┌─ SOURCE DATA

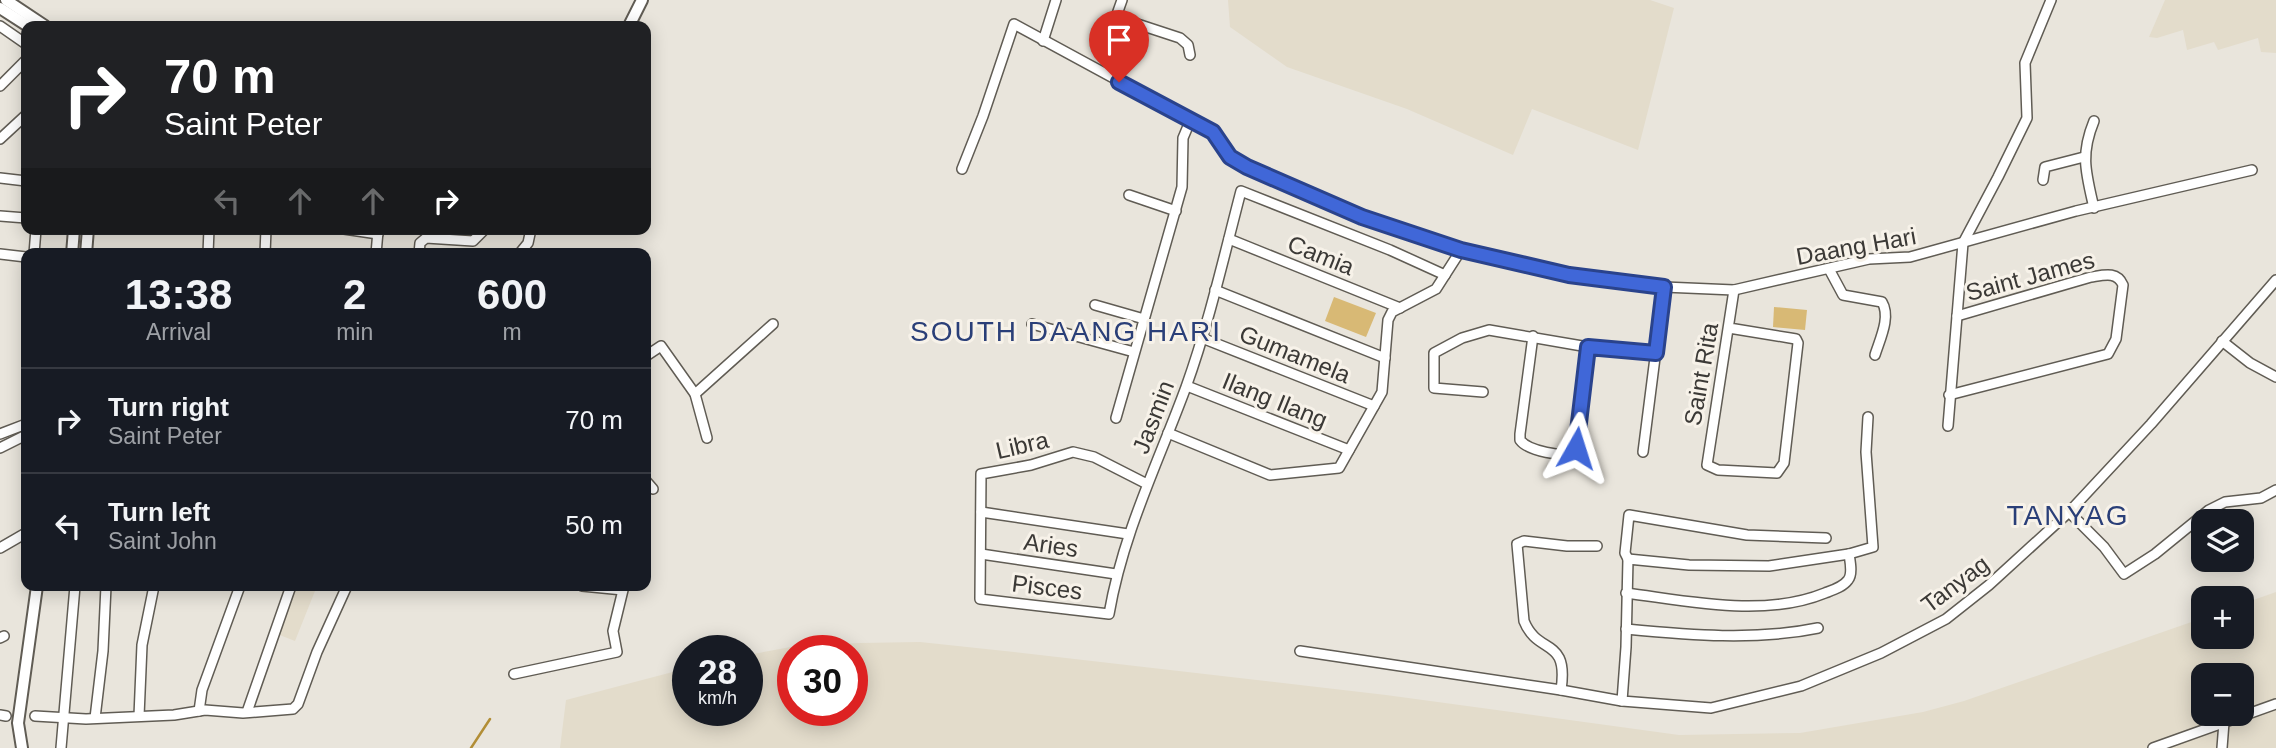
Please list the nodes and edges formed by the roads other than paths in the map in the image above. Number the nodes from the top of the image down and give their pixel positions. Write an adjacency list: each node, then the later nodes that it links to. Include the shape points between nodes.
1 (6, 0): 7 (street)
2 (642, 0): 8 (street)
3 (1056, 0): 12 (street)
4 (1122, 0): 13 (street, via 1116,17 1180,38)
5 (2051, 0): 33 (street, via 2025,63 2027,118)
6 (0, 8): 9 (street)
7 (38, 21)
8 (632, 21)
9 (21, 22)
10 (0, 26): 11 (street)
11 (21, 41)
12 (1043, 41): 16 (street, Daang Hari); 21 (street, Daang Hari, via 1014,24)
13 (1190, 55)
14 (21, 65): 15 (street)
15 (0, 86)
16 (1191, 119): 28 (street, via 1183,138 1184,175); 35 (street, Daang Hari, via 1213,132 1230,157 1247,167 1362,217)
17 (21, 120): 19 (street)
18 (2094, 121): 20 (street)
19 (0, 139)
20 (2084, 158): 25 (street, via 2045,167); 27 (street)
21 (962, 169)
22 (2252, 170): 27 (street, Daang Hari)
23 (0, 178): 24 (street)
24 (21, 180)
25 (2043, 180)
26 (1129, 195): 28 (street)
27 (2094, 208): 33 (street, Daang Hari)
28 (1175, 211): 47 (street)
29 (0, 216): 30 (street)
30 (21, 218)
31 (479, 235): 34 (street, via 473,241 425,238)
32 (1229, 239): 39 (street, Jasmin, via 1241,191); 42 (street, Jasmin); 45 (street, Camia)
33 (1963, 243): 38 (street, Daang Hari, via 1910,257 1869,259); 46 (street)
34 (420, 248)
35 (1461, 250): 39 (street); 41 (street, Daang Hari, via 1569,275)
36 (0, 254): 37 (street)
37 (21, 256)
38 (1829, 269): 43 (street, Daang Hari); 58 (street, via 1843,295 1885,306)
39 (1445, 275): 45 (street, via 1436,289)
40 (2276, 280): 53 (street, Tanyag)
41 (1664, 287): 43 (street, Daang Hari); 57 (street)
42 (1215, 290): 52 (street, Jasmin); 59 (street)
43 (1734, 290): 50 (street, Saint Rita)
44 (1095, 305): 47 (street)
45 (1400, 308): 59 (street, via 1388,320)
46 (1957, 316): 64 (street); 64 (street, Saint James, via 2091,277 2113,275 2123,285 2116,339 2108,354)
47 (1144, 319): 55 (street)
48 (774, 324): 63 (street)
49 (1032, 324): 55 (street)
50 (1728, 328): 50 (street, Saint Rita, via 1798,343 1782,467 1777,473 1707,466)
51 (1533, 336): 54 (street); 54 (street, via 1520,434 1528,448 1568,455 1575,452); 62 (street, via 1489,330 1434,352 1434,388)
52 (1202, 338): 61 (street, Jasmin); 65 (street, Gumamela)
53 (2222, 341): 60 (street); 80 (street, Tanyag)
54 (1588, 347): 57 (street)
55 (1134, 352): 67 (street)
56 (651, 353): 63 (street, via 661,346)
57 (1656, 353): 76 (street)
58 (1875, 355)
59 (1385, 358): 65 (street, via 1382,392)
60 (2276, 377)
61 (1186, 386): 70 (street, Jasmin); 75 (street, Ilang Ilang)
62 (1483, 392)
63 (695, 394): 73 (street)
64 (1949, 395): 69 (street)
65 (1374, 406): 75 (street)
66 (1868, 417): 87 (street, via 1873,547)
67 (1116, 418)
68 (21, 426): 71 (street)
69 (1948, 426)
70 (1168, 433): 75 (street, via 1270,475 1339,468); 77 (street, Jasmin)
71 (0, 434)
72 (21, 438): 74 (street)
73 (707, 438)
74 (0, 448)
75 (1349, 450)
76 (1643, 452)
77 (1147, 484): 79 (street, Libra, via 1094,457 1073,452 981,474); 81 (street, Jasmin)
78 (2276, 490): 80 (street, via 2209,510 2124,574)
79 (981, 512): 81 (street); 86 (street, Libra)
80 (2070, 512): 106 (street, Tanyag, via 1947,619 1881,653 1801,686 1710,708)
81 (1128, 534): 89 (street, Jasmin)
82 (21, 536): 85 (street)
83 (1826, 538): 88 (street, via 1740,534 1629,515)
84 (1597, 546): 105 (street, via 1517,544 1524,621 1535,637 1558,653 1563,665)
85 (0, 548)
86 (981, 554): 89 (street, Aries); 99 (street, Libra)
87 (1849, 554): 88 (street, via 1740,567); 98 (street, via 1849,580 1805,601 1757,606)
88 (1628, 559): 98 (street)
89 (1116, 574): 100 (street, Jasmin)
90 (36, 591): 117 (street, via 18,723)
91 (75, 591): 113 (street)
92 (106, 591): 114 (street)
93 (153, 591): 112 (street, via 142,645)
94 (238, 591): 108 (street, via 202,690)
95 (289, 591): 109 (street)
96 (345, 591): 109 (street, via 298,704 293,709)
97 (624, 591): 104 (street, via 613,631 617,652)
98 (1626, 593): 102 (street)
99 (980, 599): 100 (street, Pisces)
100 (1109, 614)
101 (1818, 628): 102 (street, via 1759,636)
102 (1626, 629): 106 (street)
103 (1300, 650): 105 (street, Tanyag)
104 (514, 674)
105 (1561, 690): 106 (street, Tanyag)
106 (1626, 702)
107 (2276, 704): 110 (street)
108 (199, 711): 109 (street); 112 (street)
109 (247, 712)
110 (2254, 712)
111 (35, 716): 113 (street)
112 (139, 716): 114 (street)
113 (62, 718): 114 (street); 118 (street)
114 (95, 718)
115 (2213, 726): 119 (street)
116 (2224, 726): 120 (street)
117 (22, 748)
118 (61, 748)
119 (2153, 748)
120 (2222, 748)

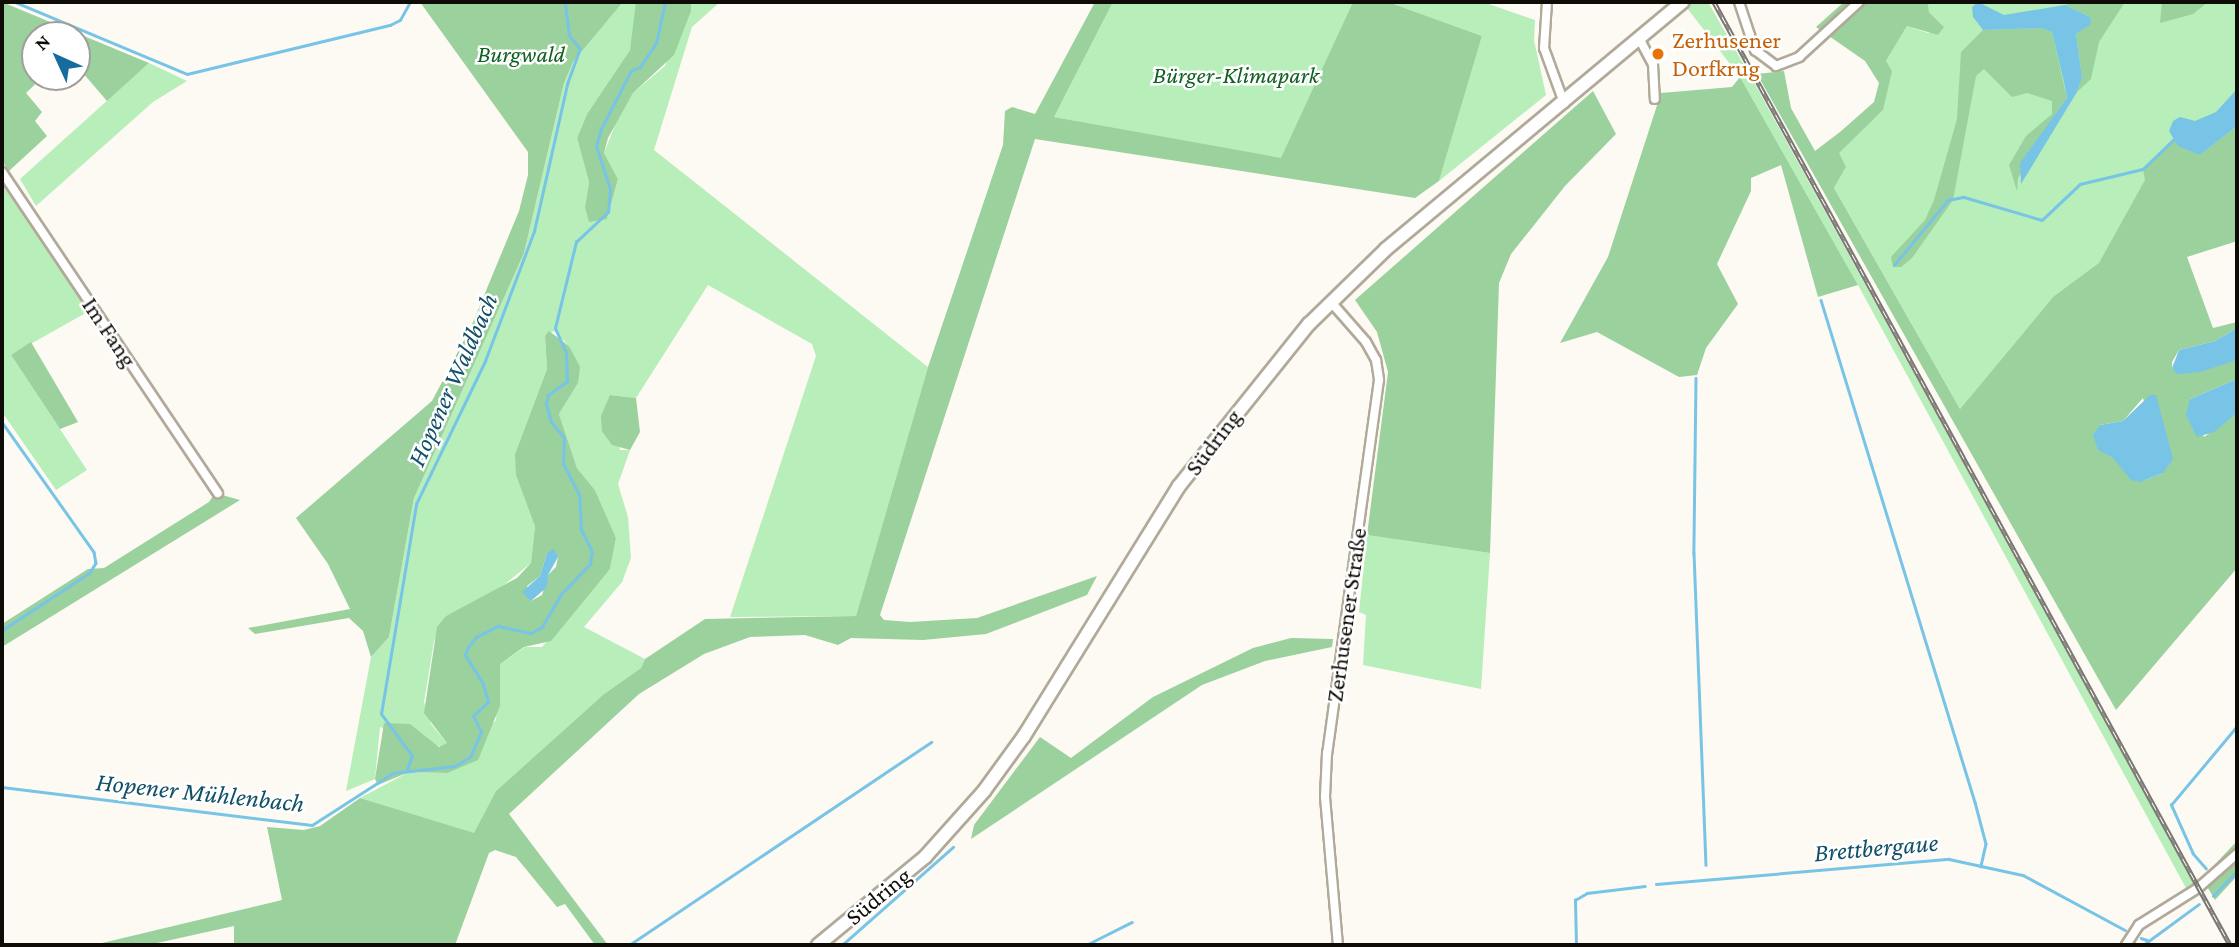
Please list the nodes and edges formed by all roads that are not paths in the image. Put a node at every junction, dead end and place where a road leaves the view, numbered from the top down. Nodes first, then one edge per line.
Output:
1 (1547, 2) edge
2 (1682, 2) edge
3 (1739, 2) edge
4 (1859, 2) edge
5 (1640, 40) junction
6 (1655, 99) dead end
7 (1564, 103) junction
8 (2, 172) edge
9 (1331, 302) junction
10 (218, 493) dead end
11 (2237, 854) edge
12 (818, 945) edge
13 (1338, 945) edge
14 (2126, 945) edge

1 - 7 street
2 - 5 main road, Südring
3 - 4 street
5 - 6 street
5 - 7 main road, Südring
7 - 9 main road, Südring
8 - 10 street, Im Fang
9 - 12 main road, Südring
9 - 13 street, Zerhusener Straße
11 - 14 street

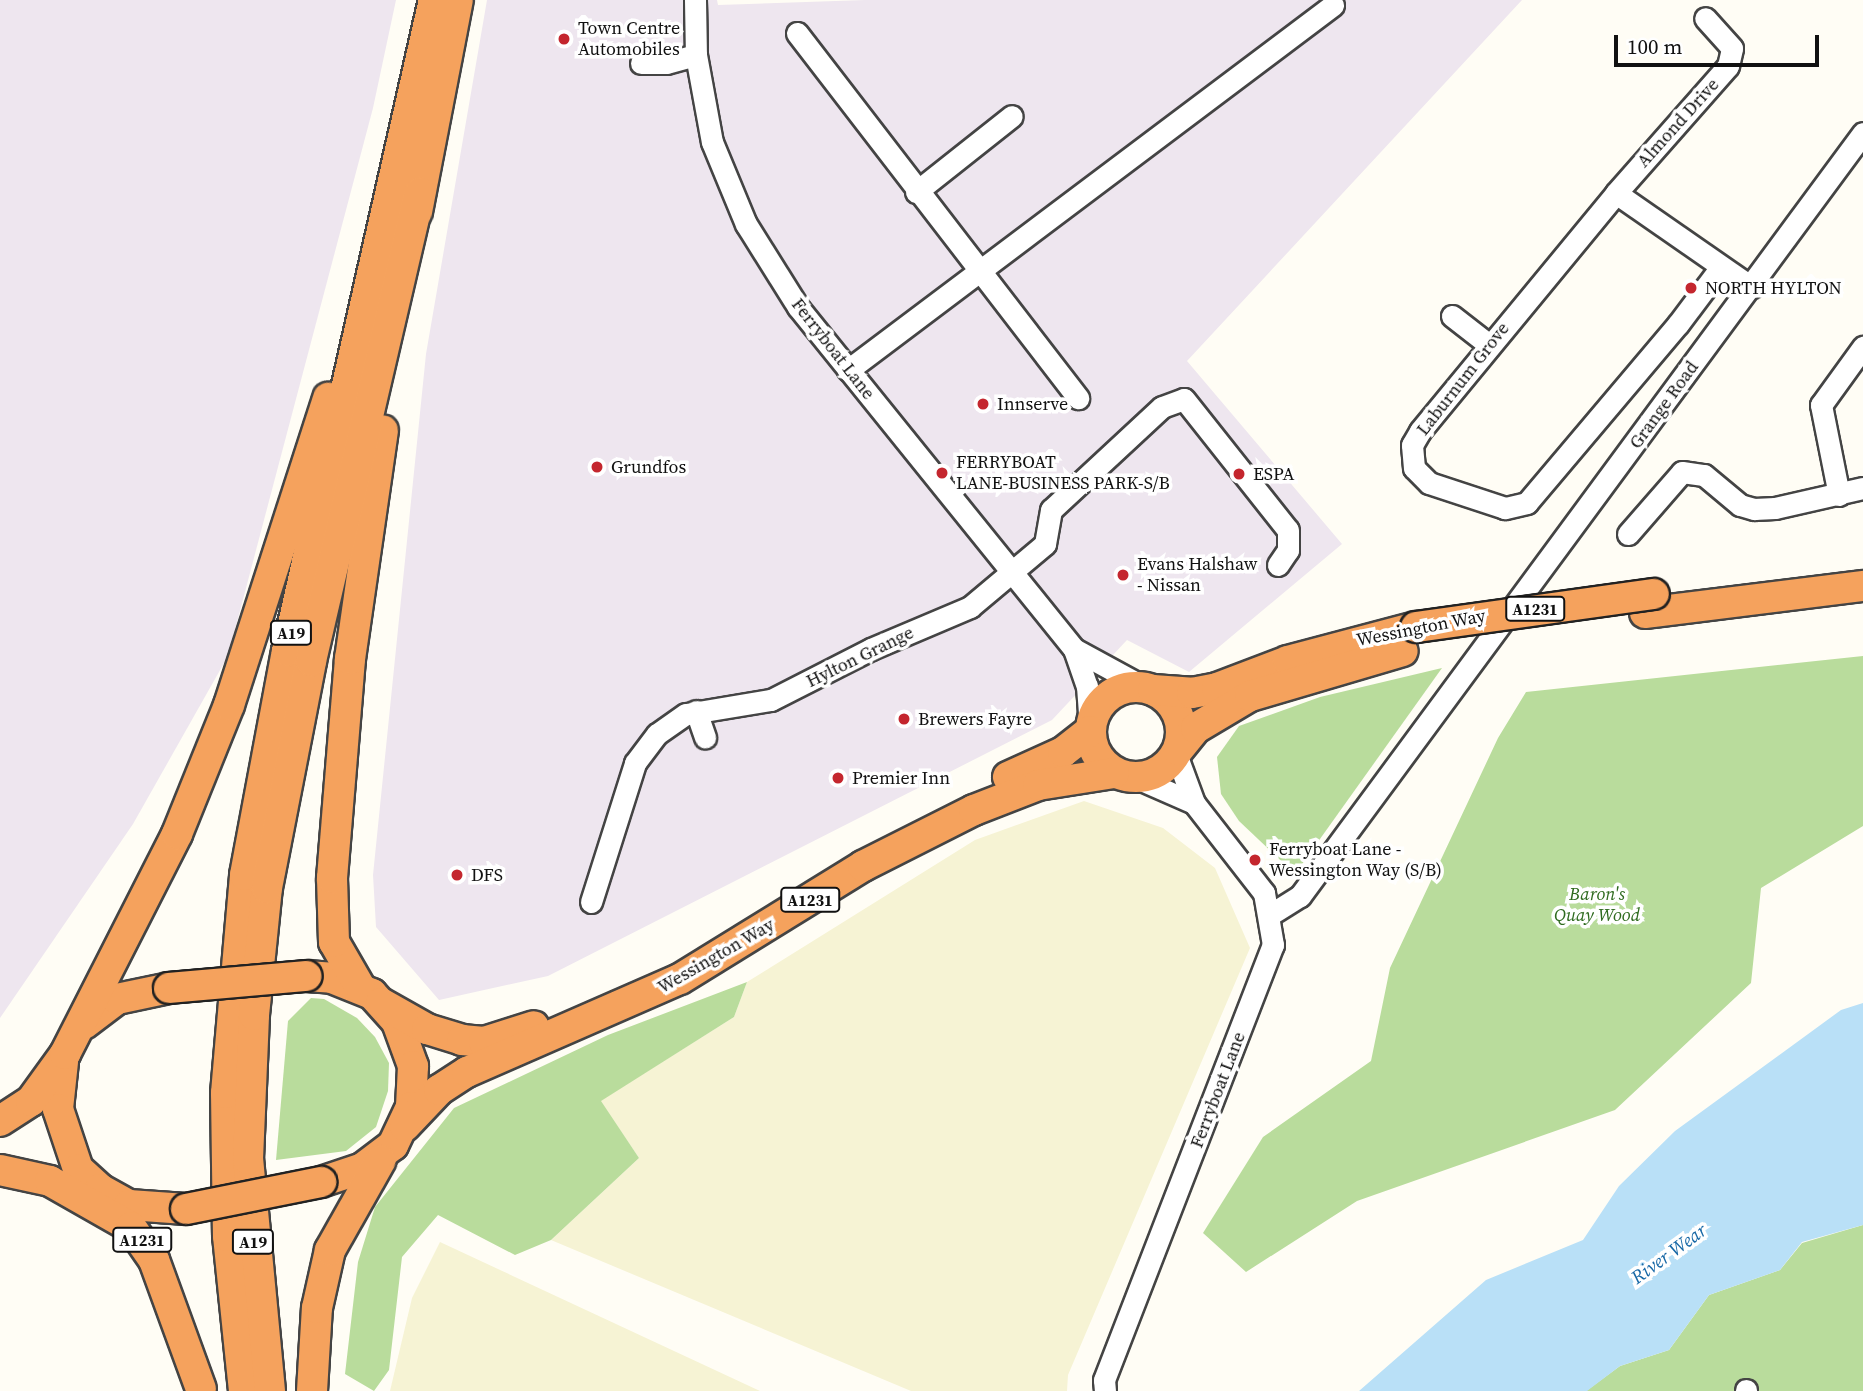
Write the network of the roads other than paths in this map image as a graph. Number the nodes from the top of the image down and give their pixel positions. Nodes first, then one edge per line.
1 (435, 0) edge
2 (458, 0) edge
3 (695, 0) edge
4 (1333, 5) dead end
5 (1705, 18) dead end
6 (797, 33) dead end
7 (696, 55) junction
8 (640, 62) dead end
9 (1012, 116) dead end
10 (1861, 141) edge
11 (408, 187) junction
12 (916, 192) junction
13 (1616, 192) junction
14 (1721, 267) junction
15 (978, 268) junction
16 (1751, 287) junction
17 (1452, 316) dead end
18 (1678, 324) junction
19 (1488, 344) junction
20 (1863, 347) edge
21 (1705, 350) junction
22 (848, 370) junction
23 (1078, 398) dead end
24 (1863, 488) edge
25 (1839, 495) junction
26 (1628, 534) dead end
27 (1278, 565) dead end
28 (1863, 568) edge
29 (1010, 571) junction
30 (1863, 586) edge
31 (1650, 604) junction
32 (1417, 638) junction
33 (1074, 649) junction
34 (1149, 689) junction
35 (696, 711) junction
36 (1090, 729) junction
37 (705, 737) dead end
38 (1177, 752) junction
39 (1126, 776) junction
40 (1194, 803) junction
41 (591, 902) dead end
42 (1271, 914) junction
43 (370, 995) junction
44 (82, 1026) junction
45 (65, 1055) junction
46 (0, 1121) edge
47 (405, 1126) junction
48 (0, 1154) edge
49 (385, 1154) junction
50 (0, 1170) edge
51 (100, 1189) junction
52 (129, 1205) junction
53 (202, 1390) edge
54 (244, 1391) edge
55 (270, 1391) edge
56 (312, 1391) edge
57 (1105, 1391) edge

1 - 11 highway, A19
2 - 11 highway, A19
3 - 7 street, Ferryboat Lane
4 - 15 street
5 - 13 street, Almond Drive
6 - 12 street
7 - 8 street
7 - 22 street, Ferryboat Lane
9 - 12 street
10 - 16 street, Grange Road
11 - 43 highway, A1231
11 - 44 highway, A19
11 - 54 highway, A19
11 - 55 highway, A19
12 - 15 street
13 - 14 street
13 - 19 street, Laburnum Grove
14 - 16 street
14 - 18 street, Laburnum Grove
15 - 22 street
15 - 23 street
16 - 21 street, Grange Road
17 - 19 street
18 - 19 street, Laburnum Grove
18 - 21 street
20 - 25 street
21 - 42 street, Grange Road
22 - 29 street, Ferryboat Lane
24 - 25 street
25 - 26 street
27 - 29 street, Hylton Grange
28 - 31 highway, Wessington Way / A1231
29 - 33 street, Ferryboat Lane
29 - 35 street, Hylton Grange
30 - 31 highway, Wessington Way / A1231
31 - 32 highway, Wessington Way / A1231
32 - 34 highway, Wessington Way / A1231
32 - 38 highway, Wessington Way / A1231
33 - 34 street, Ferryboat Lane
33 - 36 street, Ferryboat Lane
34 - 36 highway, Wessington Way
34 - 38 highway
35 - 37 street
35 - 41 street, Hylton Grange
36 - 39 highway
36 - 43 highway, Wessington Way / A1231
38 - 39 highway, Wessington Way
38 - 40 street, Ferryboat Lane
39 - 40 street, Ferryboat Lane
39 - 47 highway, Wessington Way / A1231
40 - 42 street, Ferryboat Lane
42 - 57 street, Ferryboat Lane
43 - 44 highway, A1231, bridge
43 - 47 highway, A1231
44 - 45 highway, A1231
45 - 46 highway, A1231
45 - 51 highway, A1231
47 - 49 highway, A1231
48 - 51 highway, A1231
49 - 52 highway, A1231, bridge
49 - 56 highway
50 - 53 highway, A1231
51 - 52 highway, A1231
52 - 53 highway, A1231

└─

**YOUR ASSIGNMENT**
Return each line from the records that includes the word "Wessington".

**OUTPUT FOR THIS TASK**
28 - 31 highway, Wessington Way / A1231
30 - 31 highway, Wessington Way / A1231
31 - 32 highway, Wessington Way / A1231
32 - 34 highway, Wessington Way / A1231
32 - 38 highway, Wessington Way / A1231
34 - 36 highway, Wessington Way
36 - 43 highway, Wessington Way / A1231
38 - 39 highway, Wessington Way
39 - 47 highway, Wessington Way / A1231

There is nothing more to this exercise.